In the instant case, instructions given to the jury on aggravated burglary adopted the latter alternative, namely, that defendant “use[d] or threaten[ed] the immediate use of a dangerous or deadly weapon against any person.” (This alternative was also employed in the charging information against defendant.) Instruction No. 16 directed the jury to find all of the following elements before it could convict defendant of aggravated burglary: (1) that defendant entered or remained in the building of Bill and Gina Rider; (2) that he did so unlawfully; (3) that he did so intentionally, knowingly, or recklessly; (4) that he did so with the intent to commit a felony, a theft, or an assault on Bill Rider or Gina Rider; and (5) that in attempting, committing, or fleeing from said burglary, defendant or another participant in the crime used or threatened the immediate use of a dangerous or deadly weapon against the Riders. When that instruction is compared to instruction No. 13, which defined the elements of aggravated assault, it is apparent that the jury did not have to find any additional elements for conviction of that crime beyond the elements of the crime of aggravated burglary. Instruction No. 13 on aggravated assault required the jury to find each and every one of the following elements: (1) that defendant assaulted Bill and Gina Rider; (2) that defendant then and there used a deadly weapon or such means or force likely to produce death or serious bodily injury; and (3) that defendant did so intentionally or knowingly or recklessly.

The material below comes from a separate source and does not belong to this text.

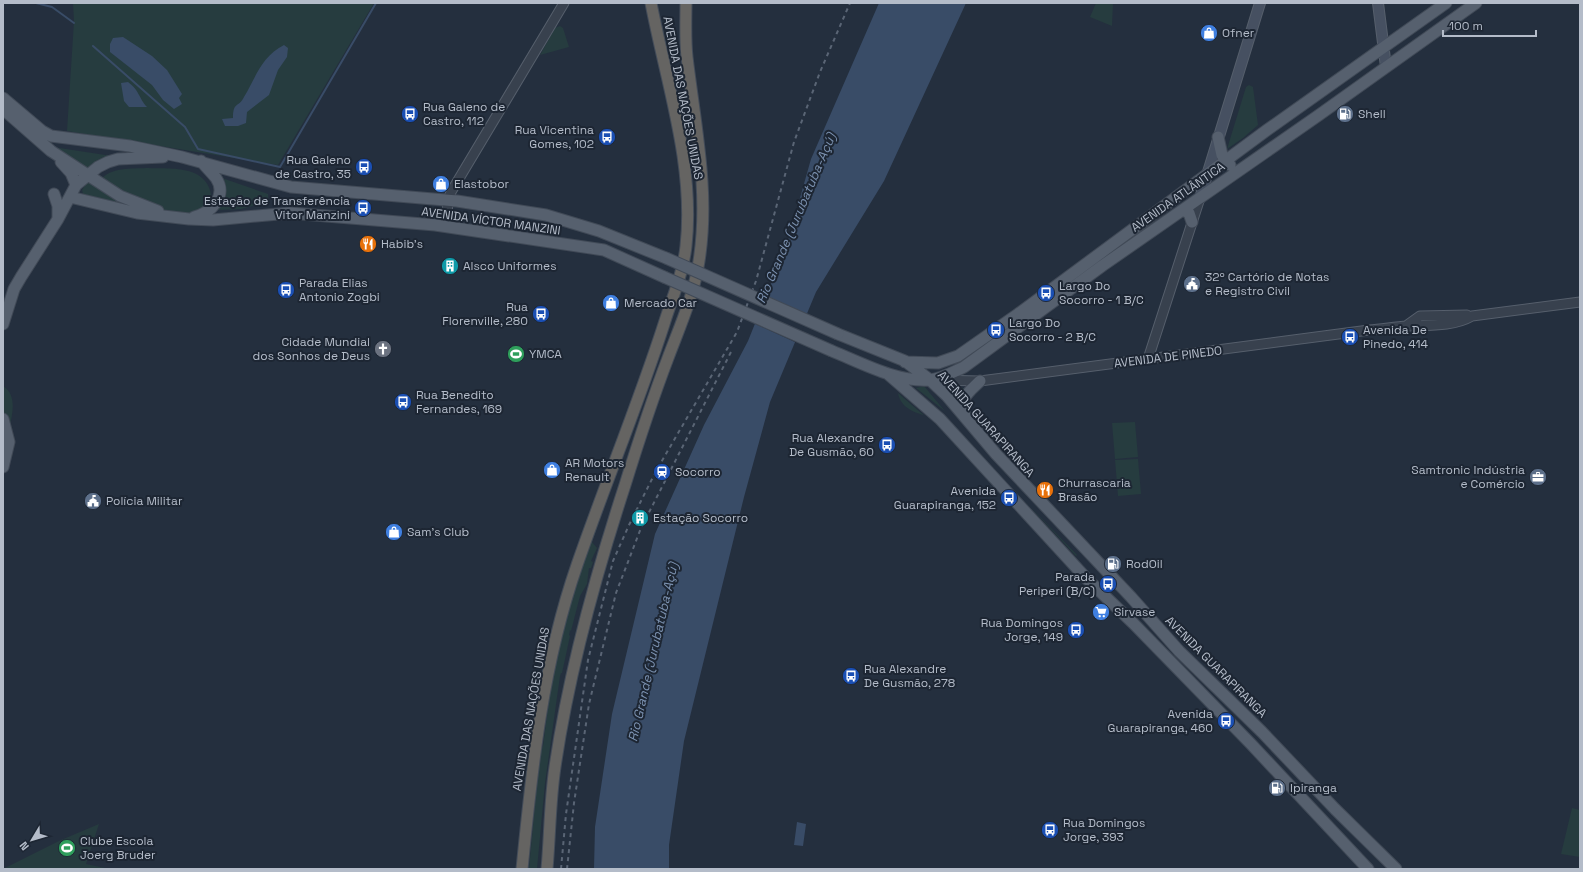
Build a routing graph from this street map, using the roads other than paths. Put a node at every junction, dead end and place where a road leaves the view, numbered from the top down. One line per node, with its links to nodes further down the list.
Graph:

In this case, the State’s evidence was that defendant with two companions entered Rider’s home at Rider’s invitation. One of the companions (“Spider”) pulled Rider’s shotgun from a rack on the wall, drew a pistol from his waist, and pointed it at Rider’s head.
Since the jury was not required to find any additional elements to convict defendant of aggravated assault once it had found him guilty of aggravated burglary, we correctly affirmed the conviction of aggravated burglary, a first degree felony, and vacated the conviction of aggravated assault, a third degree felony, as being sur-plusage. As we observed in our earlier opinion in this case, “where the two crimes are such that the greater cannot be committed without necessarily having committed the lesser, then as a matter of law they stand in the relationship of greater and lesser offenses, and the defendant cannot be convicted or punished for both.” State v. Hill, 674 P.2d 96 (Utah 1983); State v. Baker, 671 P.2d 152 (Utah 1983).
This result leaves defendant convicted of one first degree felony. As explained above, an information charging defendant with being armed with a deadly weapon under the count of aggravated burglary would have also subjected him to a conviction of aggravated assault, a third degree felony. Likewise, the State could have charged defendant with simple burglary, a second degree felony, which requires only an intent to commit an assault or felony, and with aggravated assault, a third degree felony, which requires an actual assault with a weapon. Under either of *879those scenarios, defendant would have been properly convicted of both offenses. Under the actual charges in this case, aggravated assault constituted a lesser and included offense of aggravated burglary. Our decision thus stands.